The records below must be output exactly, without pictures.

### Collected data
::::

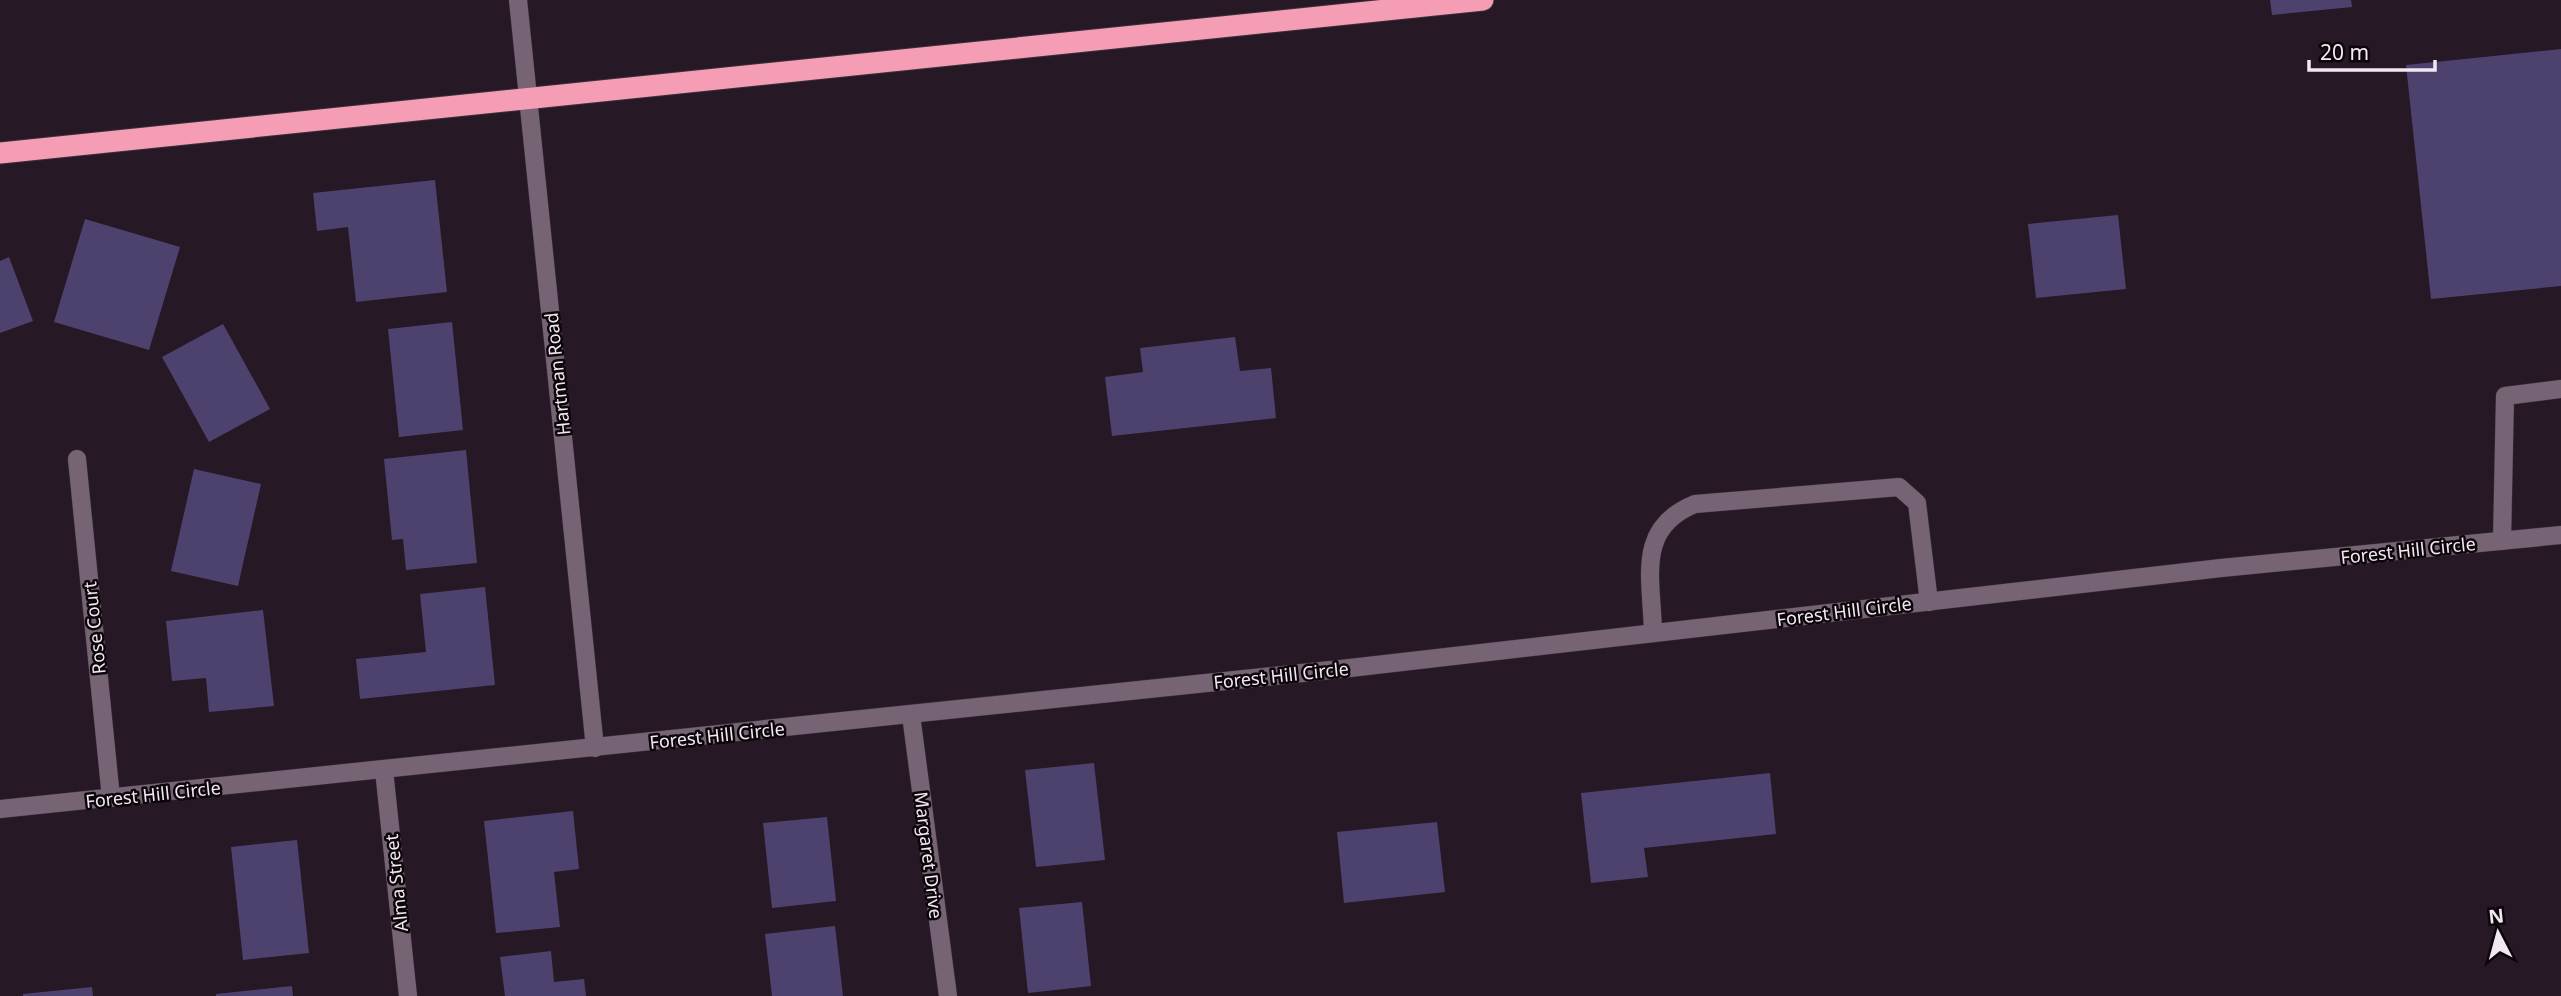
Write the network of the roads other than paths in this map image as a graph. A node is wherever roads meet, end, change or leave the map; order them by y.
1 (519, 0) edge
2 (1483, 0) edge
3 (528, 99) junction
4 (0, 153) edge
5 (2561, 389) edge
6 (77, 459) dead end
7 (2561, 535) edge
8 (2502, 541) junction
9 (1929, 602) junction
10 (1653, 634) junction
11 (911, 715) junction
12 (595, 748) junction
13 (384, 770) junction
14 (111, 798) junction
15 (0, 809) edge
16 (408, 996) edge
17 (947, 996) edge

1 - 3 street, Hartman Road
2 - 3 highway
3 - 4 highway
3 - 12 street, Hartman Road
5 - 8 street
6 - 14 street, Rose Court
7 - 8 street, Forest Hill Circle
8 - 9 street, Forest Hill Circle
9 - 10 street, Forest Hill Circle
9 - 10 street
10 - 11 street, Forest Hill Circle
11 - 12 street, Forest Hill Circle
11 - 17 street, Margaret Drive
12 - 13 street, Forest Hill Circle
13 - 14 street, Forest Hill Circle
13 - 16 street, Alma Street
14 - 15 street, Forest Hill Circle

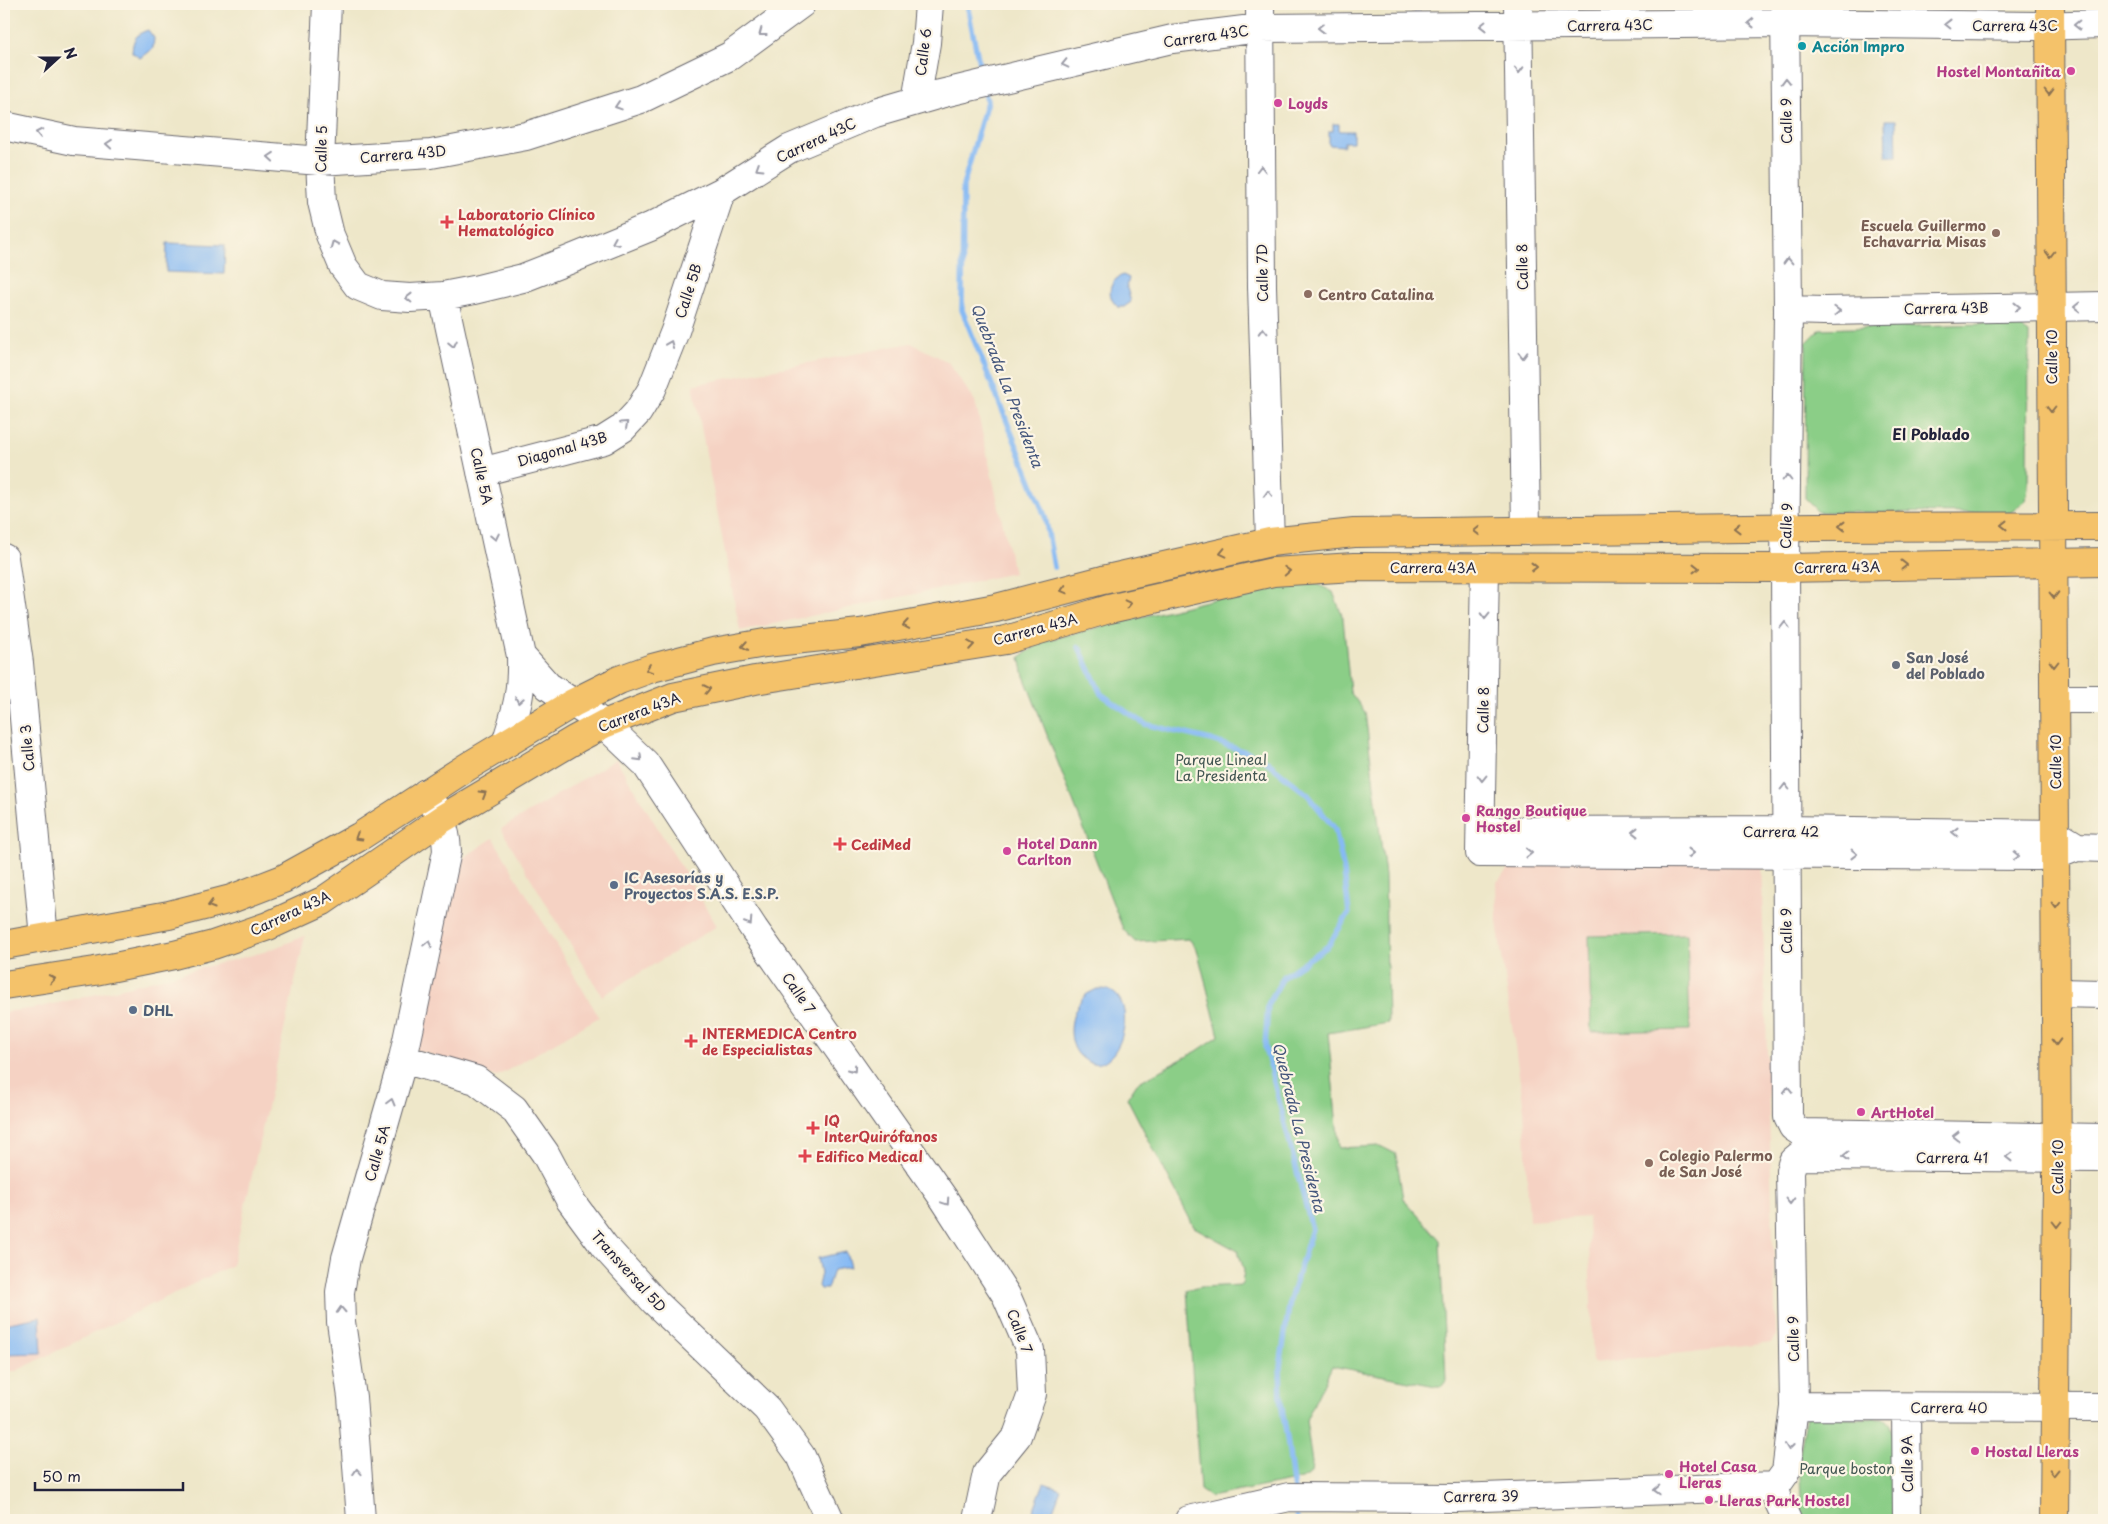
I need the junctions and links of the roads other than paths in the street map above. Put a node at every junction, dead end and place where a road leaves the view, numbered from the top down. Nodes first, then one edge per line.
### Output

::::

### Solution to this task
Write the network of the roads other than paths in this map image as a graph. A node is wherever roads meet, end, change or leave the map; order them by y.
1 (519, 0) edge
2 (1483, 0) edge
3 (528, 99) junction
4 (0, 153) edge
5 (2561, 389) edge
6 (77, 459) dead end
7 (2561, 535) edge
8 (2502, 541) junction
9 (1929, 602) junction
10 (1653, 634) junction
11 (911, 715) junction
12 (595, 748) junction
13 (384, 770) junction
14 (111, 798) junction
15 (0, 809) edge
16 (408, 996) edge
17 (947, 996) edge

1 - 3 street, Hartman Road
2 - 3 highway
3 - 4 highway
3 - 12 street, Hartman Road
5 - 8 street
6 - 14 street, Rose Court
7 - 8 street, Forest Hill Circle
8 - 9 street, Forest Hill Circle
9 - 10 street, Forest Hill Circle
9 - 10 street
10 - 11 street, Forest Hill Circle
11 - 12 street, Forest Hill Circle
11 - 17 street, Margaret Drive
12 - 13 street, Forest Hill Circle
13 - 14 street, Forest Hill Circle
13 - 16 street, Alma Street
14 - 15 street, Forest Hill Circle

I need the junctions and links of the roads other than paths in the street map above. Put a node at every junction, dead end and place where a road leaves the view, numbered from the top down. Nodes first, then one edge per line.
### Output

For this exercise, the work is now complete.